En deuxième période, la tendance a été essentiellement la même, mais le CH a baissé sa garde. Deux fois, la confusion s’est installée en zone défensive et de mauvaises couvertures ont laissé un tireur libre dans l’enclave. Timo Meier et Ondrej Palat, dont ce n’était pas le premier barbecue, n’en demandaient pas tant.

En troisième période, les visiteurs ont aussi tenu leur bout, mais pour une énième fois, le train a déraillé. Deux buts des Devils, inscrits à trois minutes d’intervalle, ont scellé l’issue de ce match.

« Pas encore !?! », s’est-on certainement exclamé dans les chaumières de la province, lorsque Nico Hischier a donné les devants 3-2 aux Devils. Qu’en était-il au banc des Montréalais ?

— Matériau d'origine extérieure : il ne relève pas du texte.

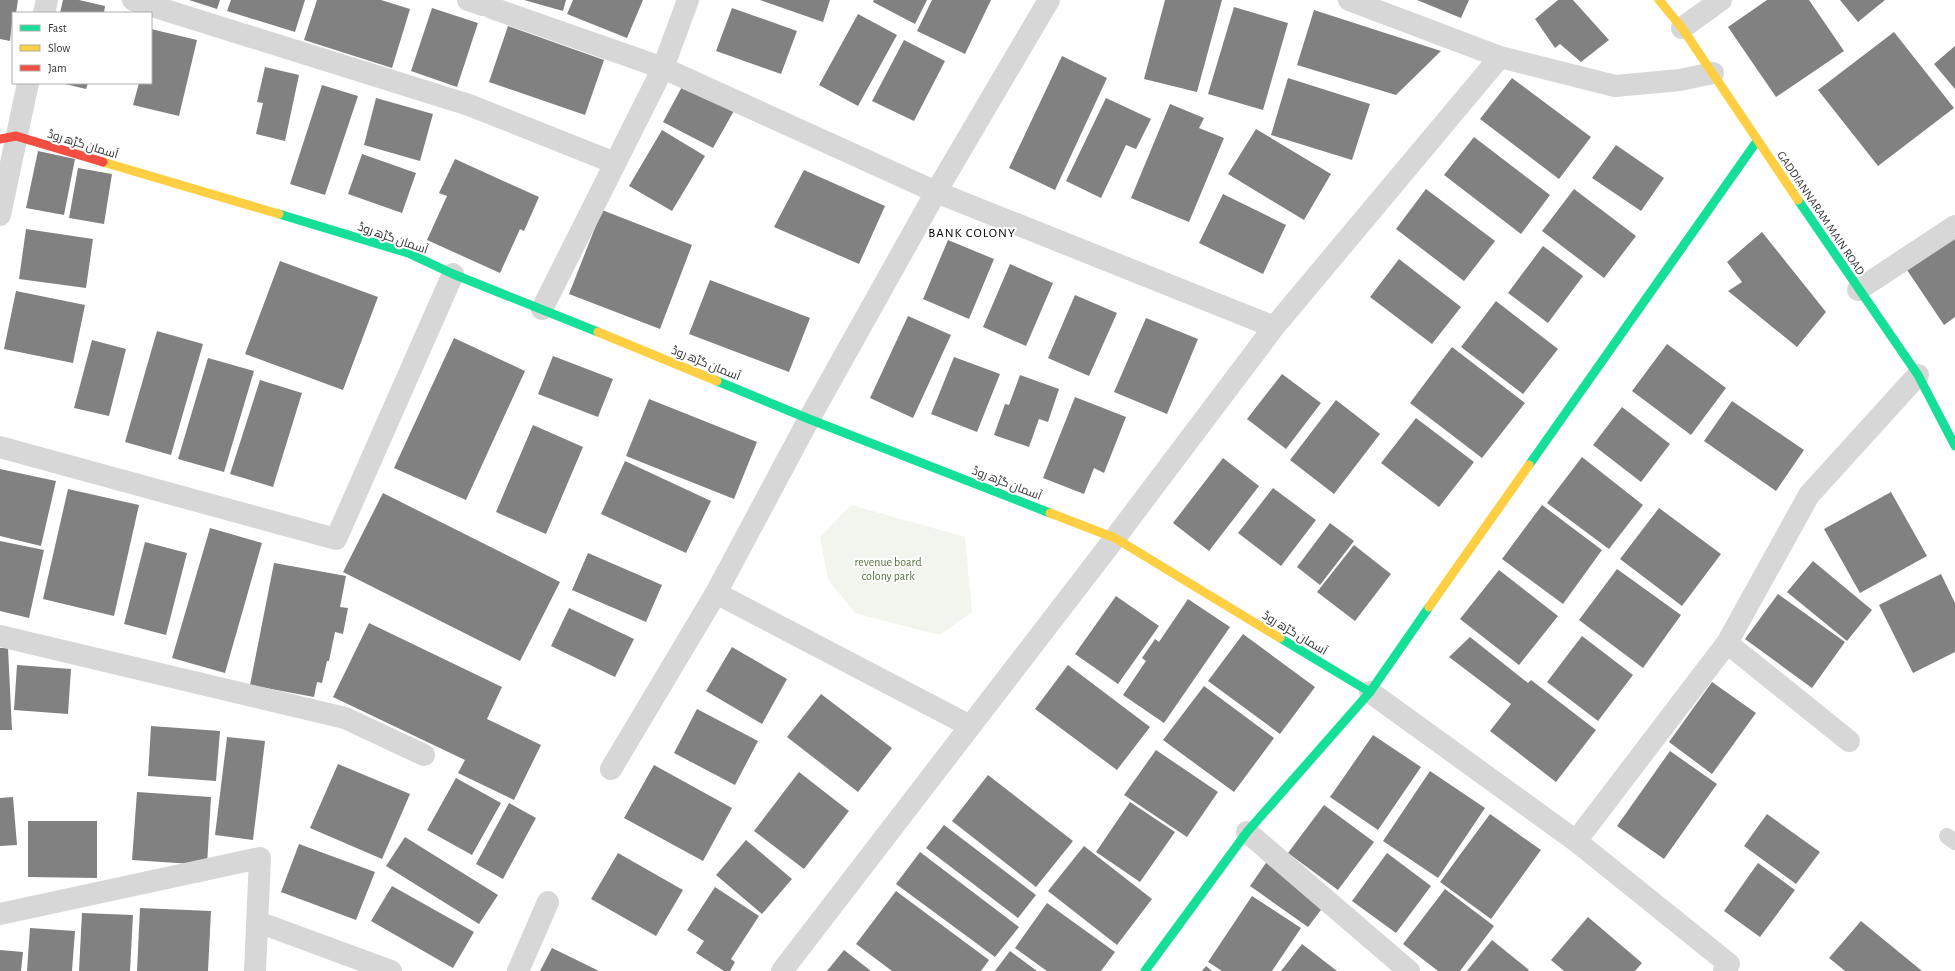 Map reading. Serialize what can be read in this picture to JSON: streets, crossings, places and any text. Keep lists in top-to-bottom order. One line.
{"streets":{"street":["آسمان گڑھ روڈ","GADDIANNARAM MAIN ROAD"]},"districts":["BANK COLONY"],"parks":["revenue board colony park"],"legend":["Fast","Slow","Jam"]} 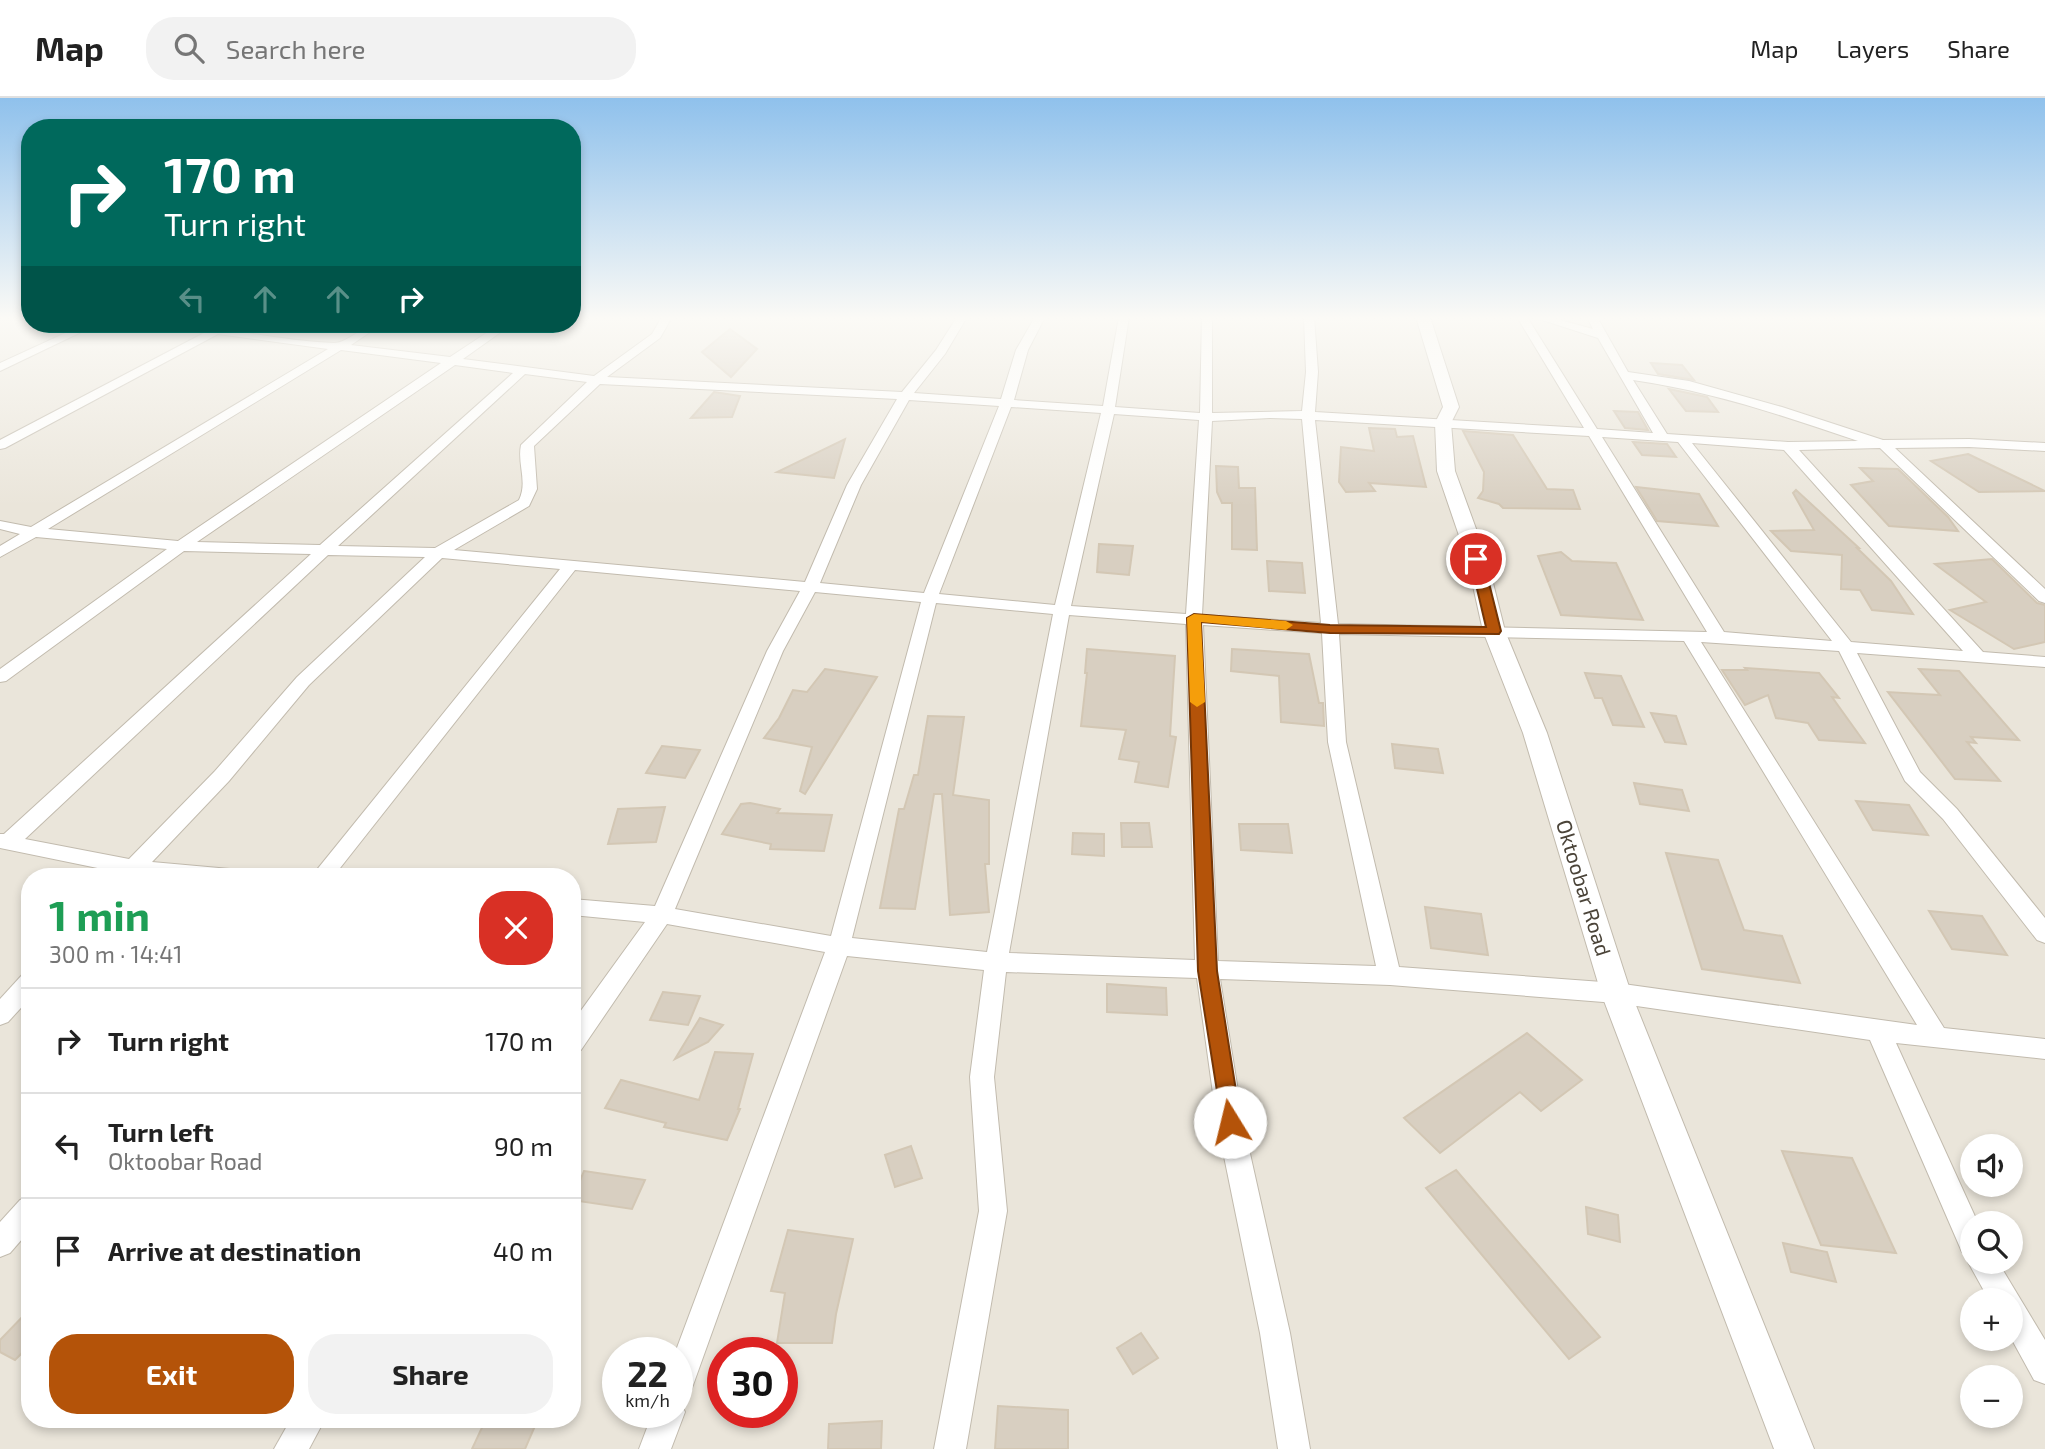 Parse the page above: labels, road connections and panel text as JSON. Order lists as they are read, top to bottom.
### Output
{
  "streets": {
    "street": ["Oktoobar Road"]
  },
  "page": {
    "header": "Map",
    "search": "Search here",
    "nav": ["Map", "Layers", "Share"],
    "turn": ["170 m", "Turn right"],
    "heading": ["1 min", "300 m · 14:41"],
    "list": [
      {
        "name": "Turn right",
        "value": "170 m"
      },
      {
        "name": "Turn left",
        "note": "Oktoobar Road",
        "value": "90 m"
      },
      {
        "name": "Arrive at destination",
        "value": "40 m"
      }
    ],
    "map_buttons": ["+", "−"],
    "buttons": ["Exit", "Share"],
    "speed": "22 km/h",
    "limit": "30"
  }
} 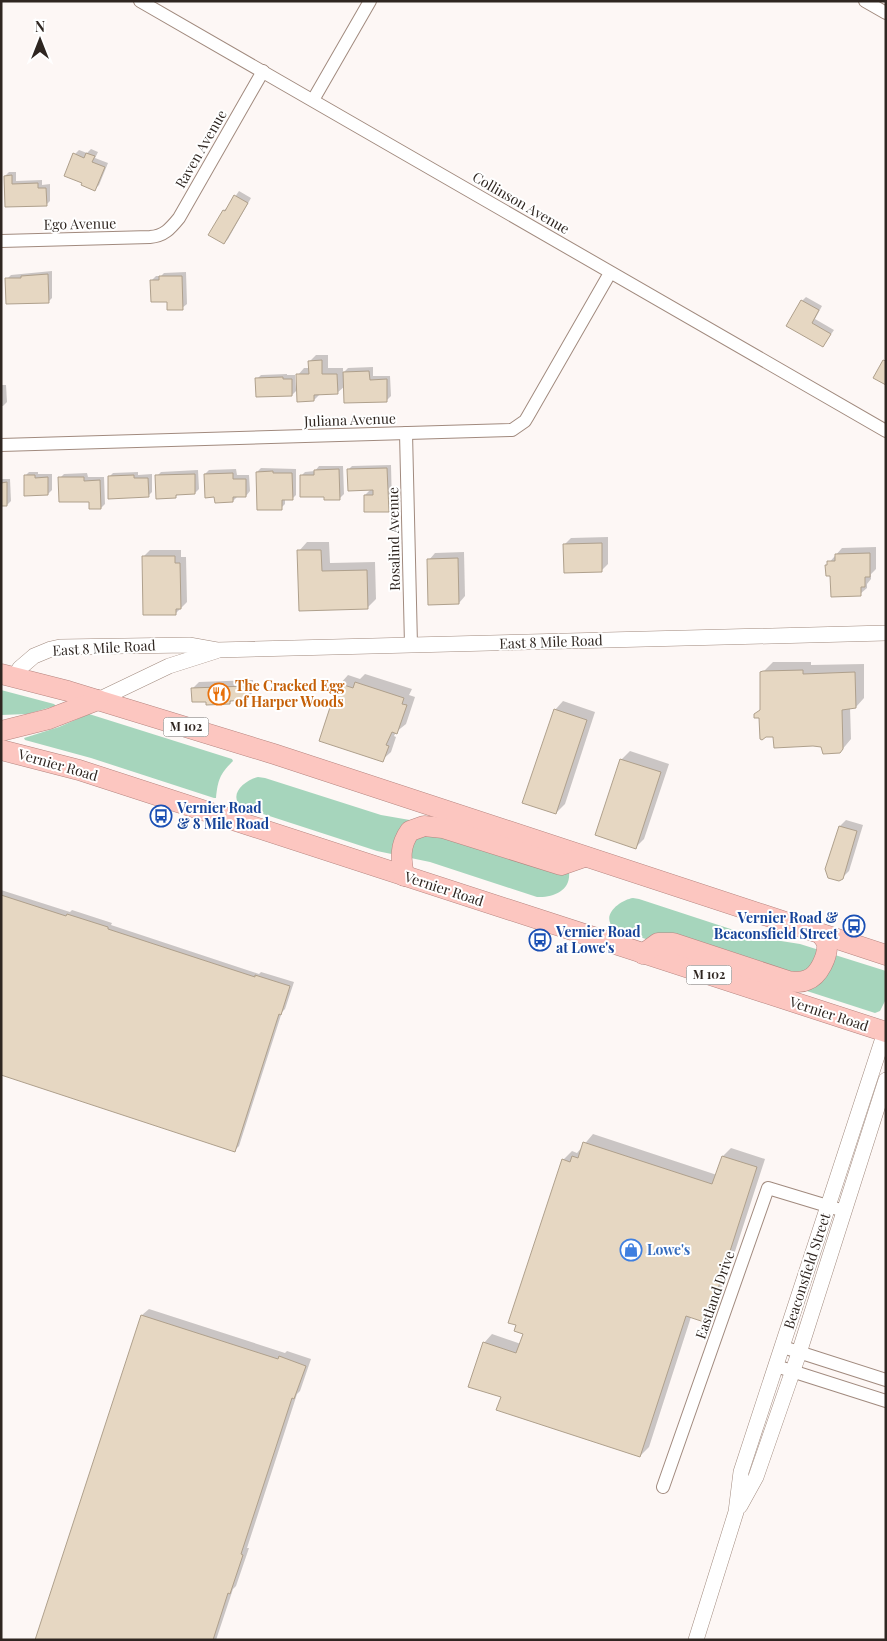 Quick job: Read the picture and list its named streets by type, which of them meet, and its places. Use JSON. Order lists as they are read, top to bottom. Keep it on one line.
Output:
{"streets":{"highway":["M 102","Vernier Road"],"street":["Raven Avenue","Collinson Avenue","Ego Avenue","Juliana Avenue","Rosalind Avenue","East 8 Mile Road","Beaconsfield Street","Eastland Drive"]},"crossings":[["Raven Avenue","Collinson Avenue"],["Raven Avenue","Ego Avenue"],["Collinson Avenue","Juliana Avenue"],["Juliana Avenue","Rosalind Avenue"],["Rosalind Avenue","East 8 Mile Road"],["East 8 Mile Road","M 102"],["Vernier Road","Beaconsfield Street"],["Beaconsfield Street","Eastland Drive"]],"places":{"restaurant":["The Cracked Egg of Harper Woods"],"bus stop":["Vernier Road & 8 Mile Road","Vernier Road & Beaconsfield Street","Vernier Road at Lowe's"],"shop":["Lowe's"]},"north":"top"}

« Il restait beaucoup de temps au cadran, a rappelé Brendan Gallagher. On a essayé de rester positifs et optimistes. La situation n’était pas idéale, mais notre état d’esprit était : OK, on va marquer le prochain. Ce n’est pas arrivé. Mais on a réduit l’écart et on a poussé, à la fin. »

Prochaine étape

Dans le camp du Canadien, on a sorti la rengaine du club qui méritait un meilleur sort.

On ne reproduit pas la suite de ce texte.